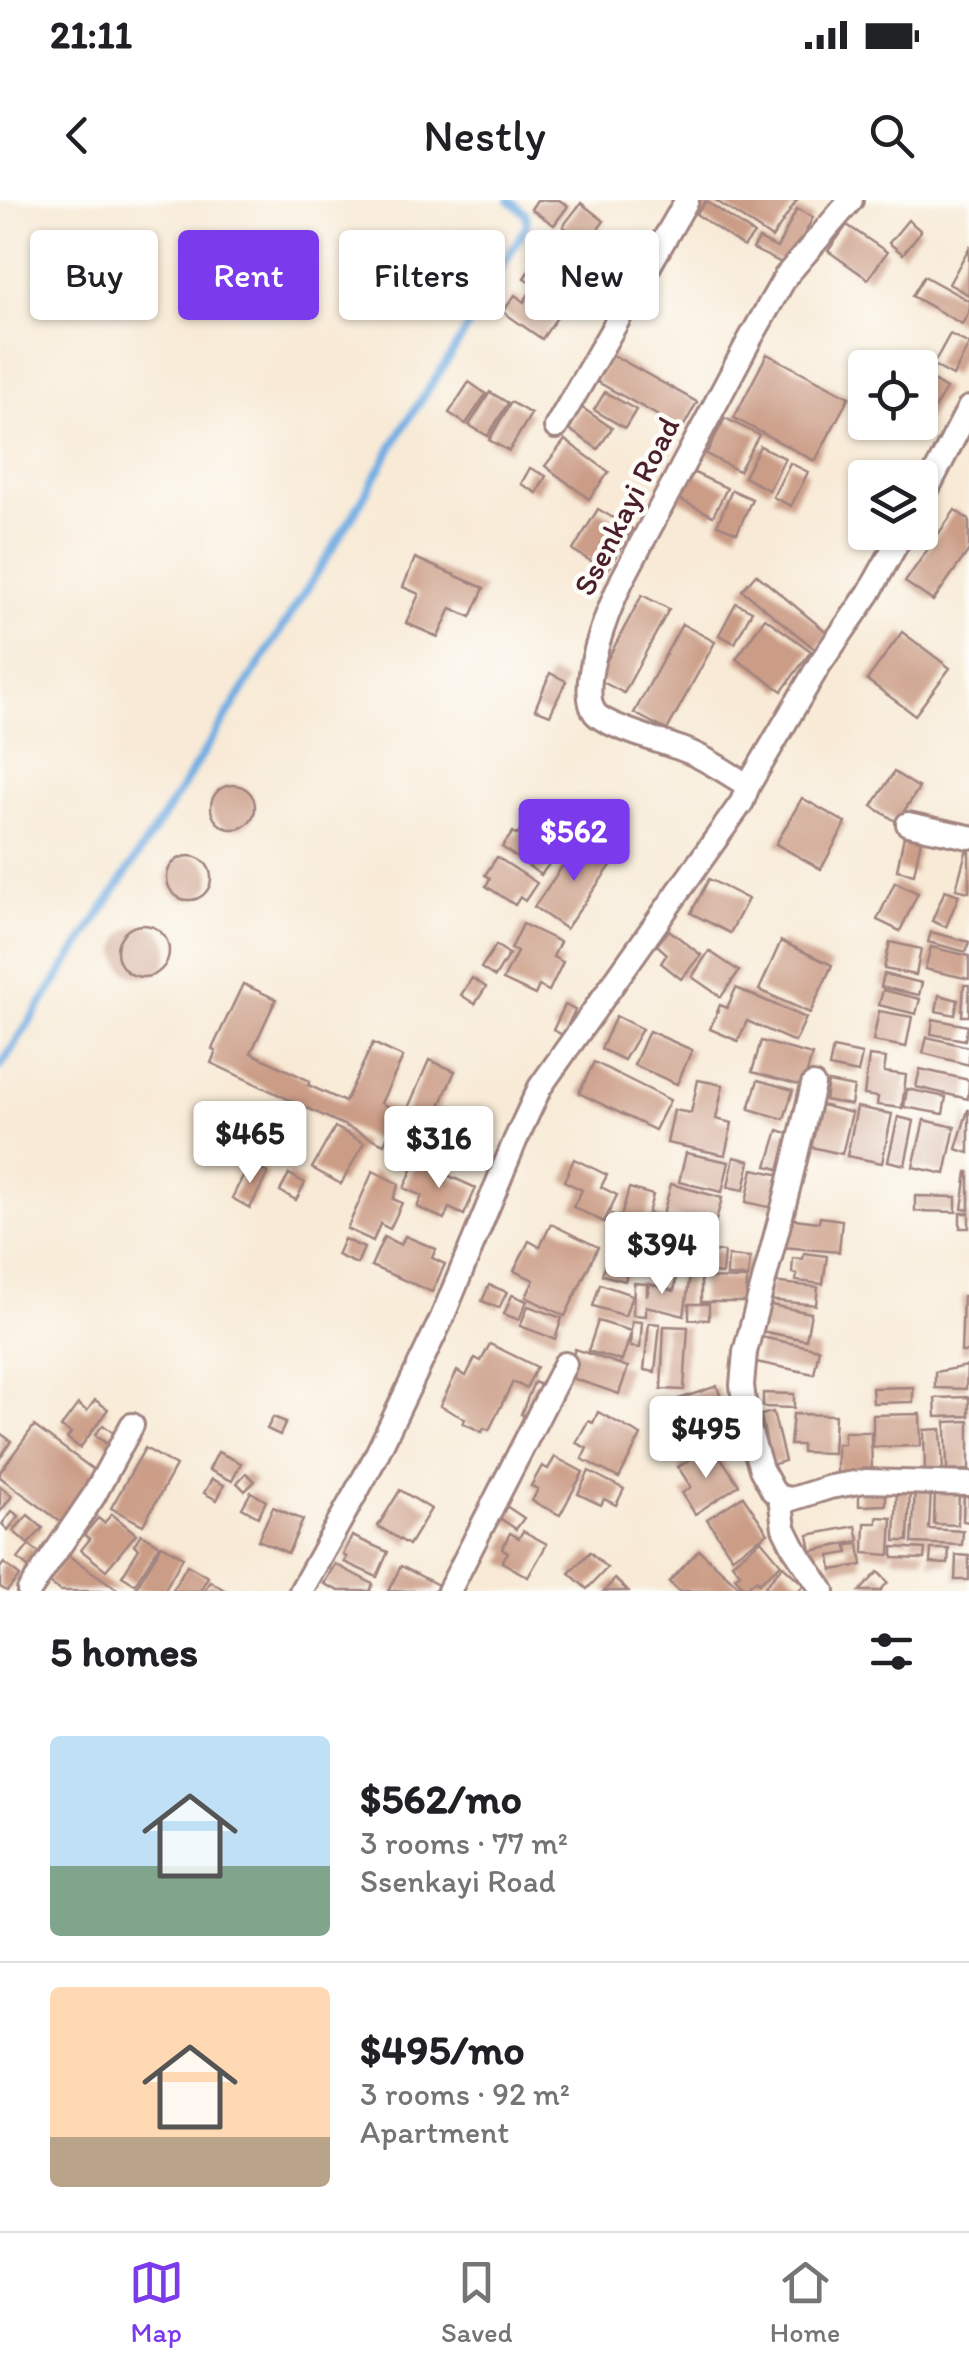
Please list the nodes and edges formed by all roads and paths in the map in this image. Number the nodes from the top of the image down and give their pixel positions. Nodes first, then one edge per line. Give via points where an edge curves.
1 (686, 200) edge
2 (850, 200) edge
3 (969, 408) edge
4 (556, 427) dead end
5 (938, 468) edge
6 (894, 550) edge
7 (748, 786) junction
8 (908, 824) dead end
9 (969, 837) edge
10 (813, 1086) dead end
11 (566, 1364) dead end
12 (132, 1425) dead end
13 (969, 1484) edge
14 (780, 1496) junction
15 (28, 1591) edge
16 (301, 1591) edge
17 (449, 1591) edge
18 (823, 1591) edge

1 - 4 street
2 - 7 street, Ssenkayi Road via 786,276 750,339 622,580 594,660 596,715 718,766
3 - 5 street
6 - 7 street
7 - 16 street via 540,1086 442,1318
8 - 9 street
10 - 14 street via 742,1385 761,1469
11 - 17 street
12 - 15 street
13 - 14 street via 866,1481 792,1499
14 - 18 street via 784,1528

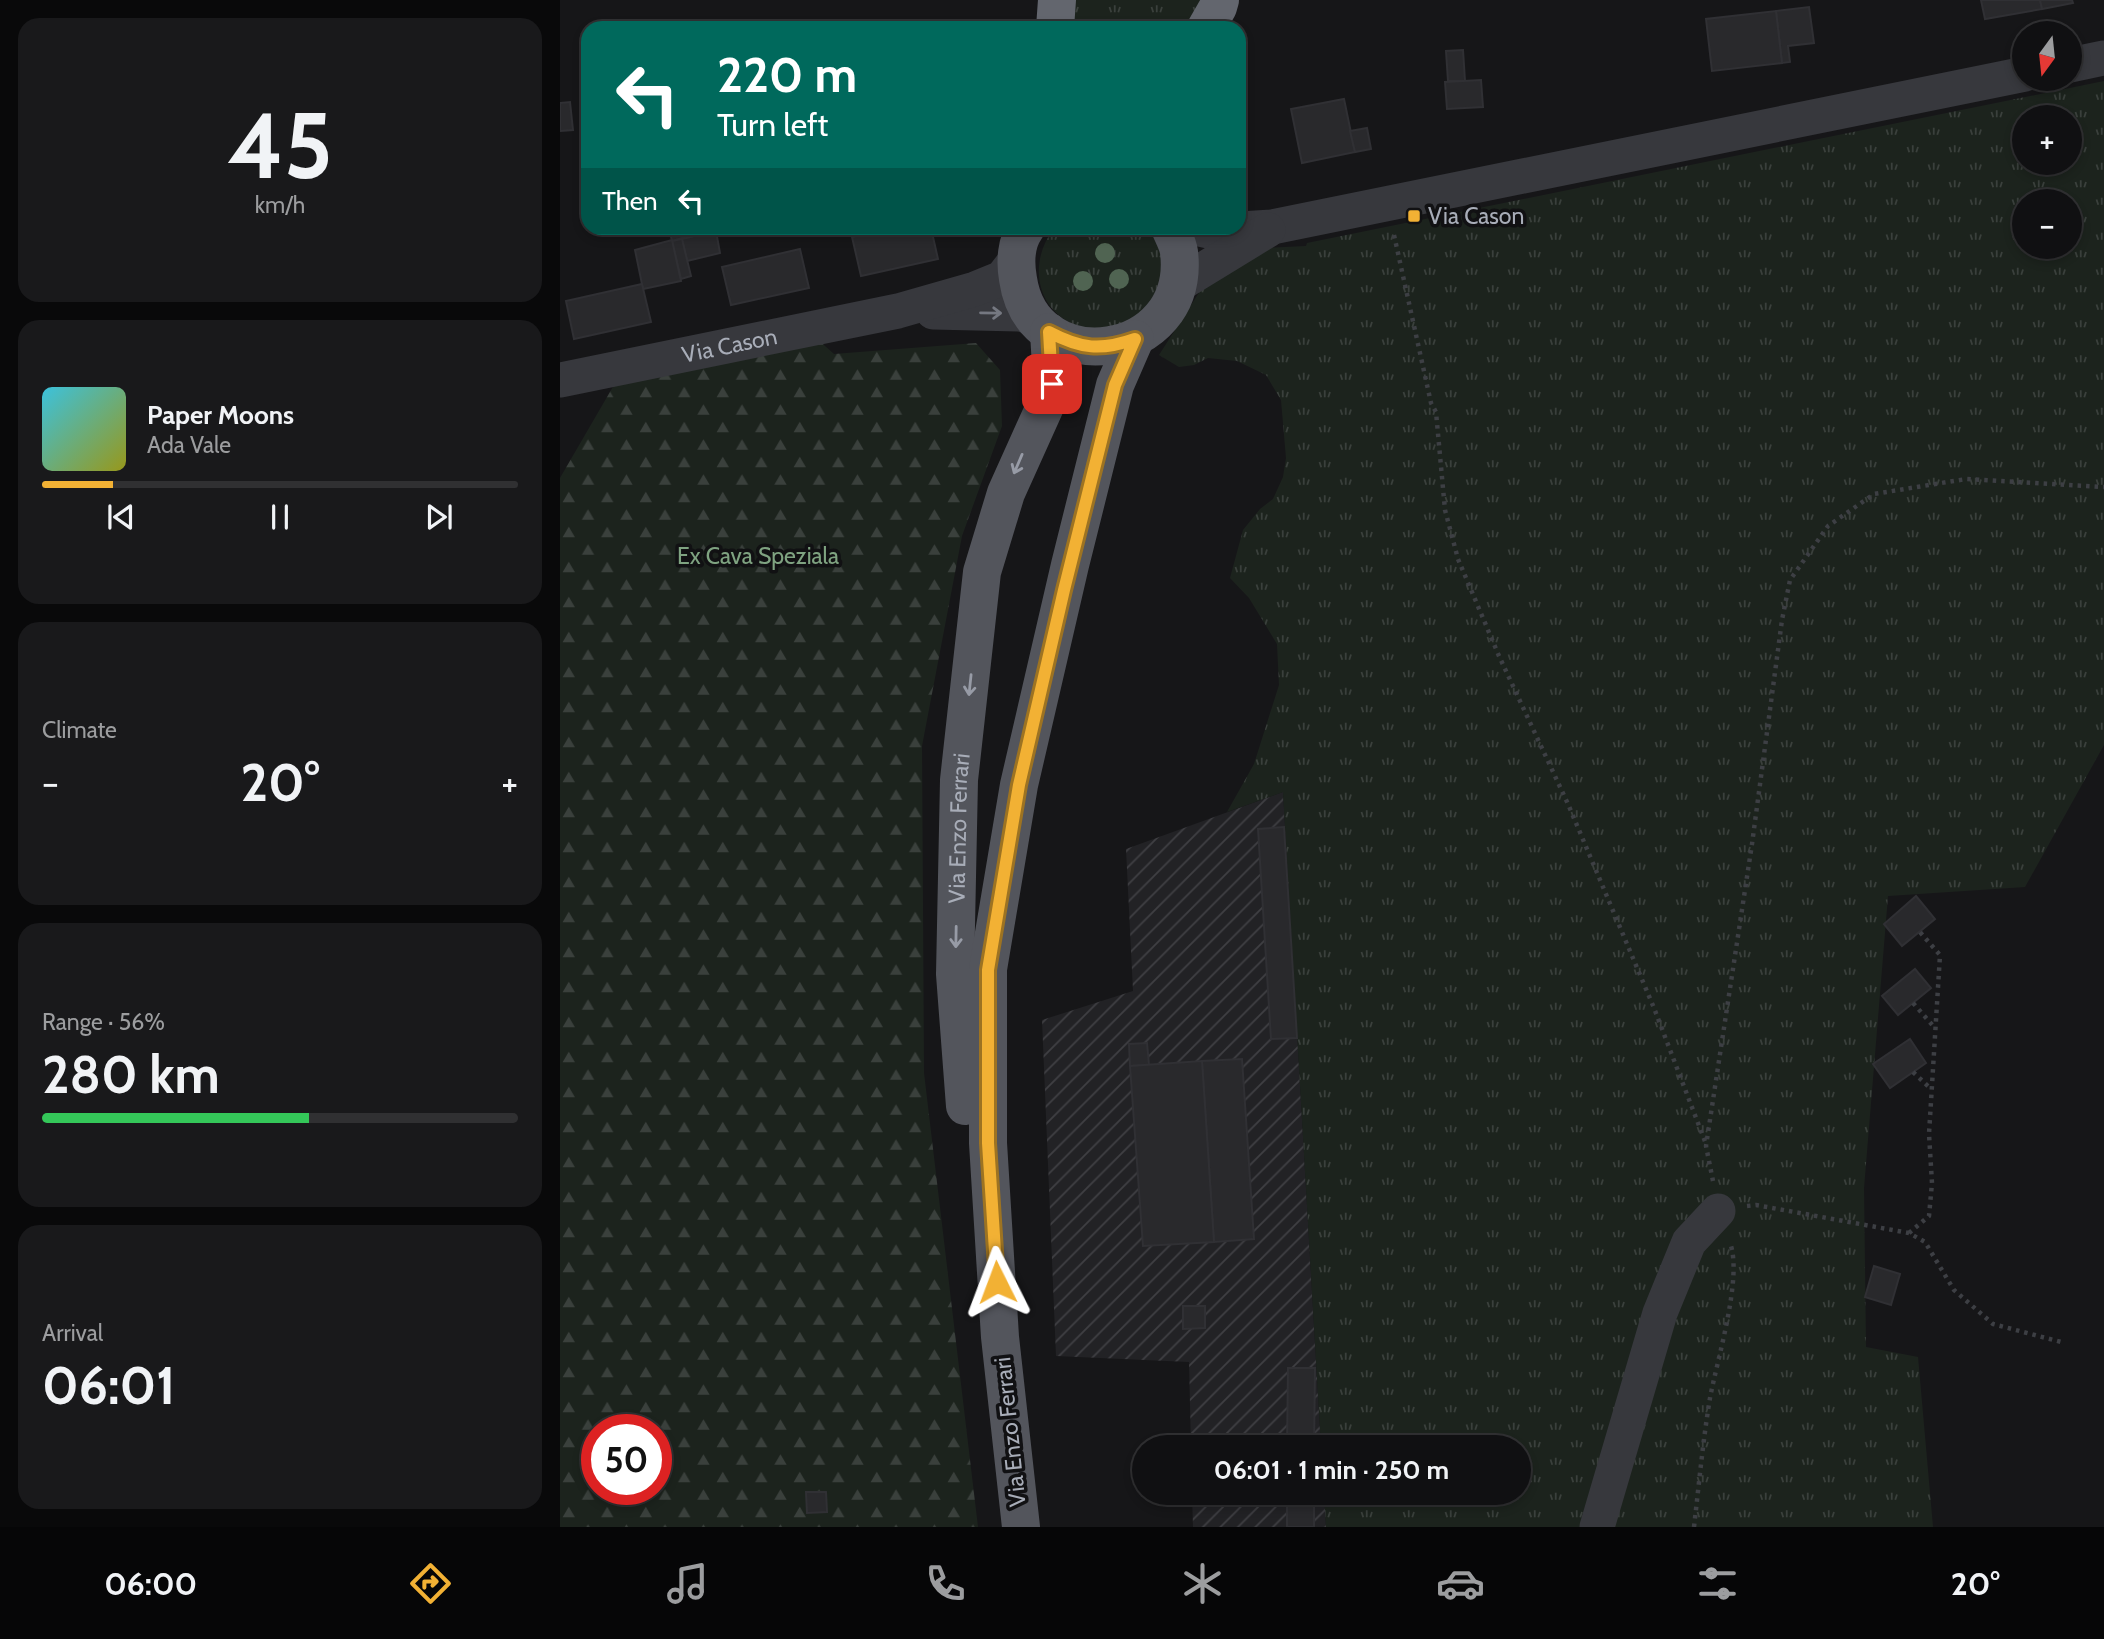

What is expected: Return all of the data exactly as written, and drop the pictures.

Written answer:
Please list the nodes and edges formed by all roads and paths in the map in this image. Number the nodes from the top of the image down and give their pixel positions. Nodes first, then one edge per line. Give via points where an edge curves.
1 (686, 200) edge
2 (850, 200) edge
3 (969, 408) edge
4 (556, 427) dead end
5 (938, 468) edge
6 (894, 550) edge
7 (748, 786) junction
8 (908, 824) dead end
9 (969, 837) edge
10 (813, 1086) dead end
11 (566, 1364) dead end
12 (132, 1425) dead end
13 (969, 1484) edge
14 (780, 1496) junction
15 (28, 1591) edge
16 (301, 1591) edge
17 (449, 1591) edge
18 (823, 1591) edge

1 - 4 street
2 - 7 street, Ssenkayi Road via 786,276 750,339 622,580 594,660 596,715 718,766
3 - 5 street
6 - 7 street
7 - 16 street via 540,1086 442,1318
8 - 9 street
10 - 14 street via 742,1385 761,1469
11 - 17 street
12 - 15 street
13 - 14 street via 866,1481 792,1499
14 - 18 street via 784,1528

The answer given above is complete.